Moncho Alpuente decía de este lugar que era la Puerta del Sol proletaria. Y es cierto que la glorieta de Cuatro Caminos fue el principal teatro de operaciones madrileño de la huelga general revolucionaria de 1917, una fortificación durante la Guerra Civil –entonces Glorieta 14 de Abril– y escenario de un importante atentado del maquis comunista contra una subdelegación de Falange en 1945.

Hay unas pocas nubes en el cielo, pero la luz sigue siendo cegadora. Pienso que ha sido un error no haber traído las gafas de sol. De vez en cuando se filtran los rayos de sol entre las nubes y la situación empeora por momentos. Viví cerca de aquí durante algo menos de un año en mi primera época en Madrid, hace ya más tiempo del que me gustaría. Entonces la glorieta era el centro de mi universo provisional.
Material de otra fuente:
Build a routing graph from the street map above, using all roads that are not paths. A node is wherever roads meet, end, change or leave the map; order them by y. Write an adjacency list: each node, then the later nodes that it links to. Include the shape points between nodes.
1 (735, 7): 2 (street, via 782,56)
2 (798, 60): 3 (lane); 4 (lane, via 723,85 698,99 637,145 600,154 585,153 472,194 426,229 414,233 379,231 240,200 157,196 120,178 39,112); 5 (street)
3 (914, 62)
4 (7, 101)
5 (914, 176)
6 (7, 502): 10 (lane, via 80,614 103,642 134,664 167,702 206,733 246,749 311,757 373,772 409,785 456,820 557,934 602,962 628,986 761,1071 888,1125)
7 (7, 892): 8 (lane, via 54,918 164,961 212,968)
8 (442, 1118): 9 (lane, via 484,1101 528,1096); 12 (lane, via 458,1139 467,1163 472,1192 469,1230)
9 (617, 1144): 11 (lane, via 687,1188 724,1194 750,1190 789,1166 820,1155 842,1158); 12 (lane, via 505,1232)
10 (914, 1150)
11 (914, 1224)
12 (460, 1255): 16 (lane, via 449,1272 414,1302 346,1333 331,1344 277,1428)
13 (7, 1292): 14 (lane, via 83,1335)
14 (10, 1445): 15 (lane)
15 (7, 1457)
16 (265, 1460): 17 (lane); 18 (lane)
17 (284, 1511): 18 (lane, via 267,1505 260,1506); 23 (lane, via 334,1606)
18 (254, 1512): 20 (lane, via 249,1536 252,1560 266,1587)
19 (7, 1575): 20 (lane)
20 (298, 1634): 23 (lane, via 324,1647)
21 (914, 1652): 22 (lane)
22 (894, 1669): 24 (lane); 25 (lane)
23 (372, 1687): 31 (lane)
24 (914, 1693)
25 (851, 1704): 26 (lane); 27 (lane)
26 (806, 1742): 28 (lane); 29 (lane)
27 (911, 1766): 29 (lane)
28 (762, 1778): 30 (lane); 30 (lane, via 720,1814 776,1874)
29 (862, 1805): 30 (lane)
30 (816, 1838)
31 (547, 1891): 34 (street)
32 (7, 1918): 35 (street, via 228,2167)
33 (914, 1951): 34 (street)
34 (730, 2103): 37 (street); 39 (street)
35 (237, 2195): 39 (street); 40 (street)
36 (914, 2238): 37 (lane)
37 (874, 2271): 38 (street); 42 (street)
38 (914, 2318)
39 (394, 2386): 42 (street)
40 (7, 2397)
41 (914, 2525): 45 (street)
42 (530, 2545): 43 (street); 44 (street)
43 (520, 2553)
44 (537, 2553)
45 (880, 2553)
Algo muy difícil de explicar. Hacía mucho tiempo que no volvía por aquí. En el lado de la glorieta en que desemboca la calle Bravo Murillo –es raro, pero los otros para mí ni siquiera existen– hay una mesa de Ciudadanos en busca de avales para las elecciones y un grupo de Testigos de Jehová filipinos con unos folletos que intuyo en tagalo. Al poco, un nutrido grupo de latinoamericanos instala otra mesa para anunciar la fiesta del séptimo aniversario de la Iglesia Apostólica Mundial. Tienen globos y camisetas azules, y en poco rato consiguen aglutinar un gran movimiento a su alrededor, haciendo que los miembros de las otras dos mesas los miren con envidia. Percibo que hay gente detenida en la calle, no solo en la parada del autobús, sino esperando en mitad de la acera, como si este no solo fuera un lugar de paso, sino también un lugar para vivir. Me quedo mirando al centro de la glorieta, como hipnotizado por el tráfico o por su forma circular. Pienso que tal vez sea el único idiota que esté mirando hacia allí, hasta que descubro que hay un hombre mayor cerca de mí, casi a mi lado, que también mira hacia allí. Le pregunto si sabe cuál es la diferencia entre una glorieta y una rotonda:

–Las glorietas están dentro de las ciudades y las rotondas en las carreteras.

–Eso ya lo sabía, ¿no se le ocurre algo más original?

Me envía a la mierda.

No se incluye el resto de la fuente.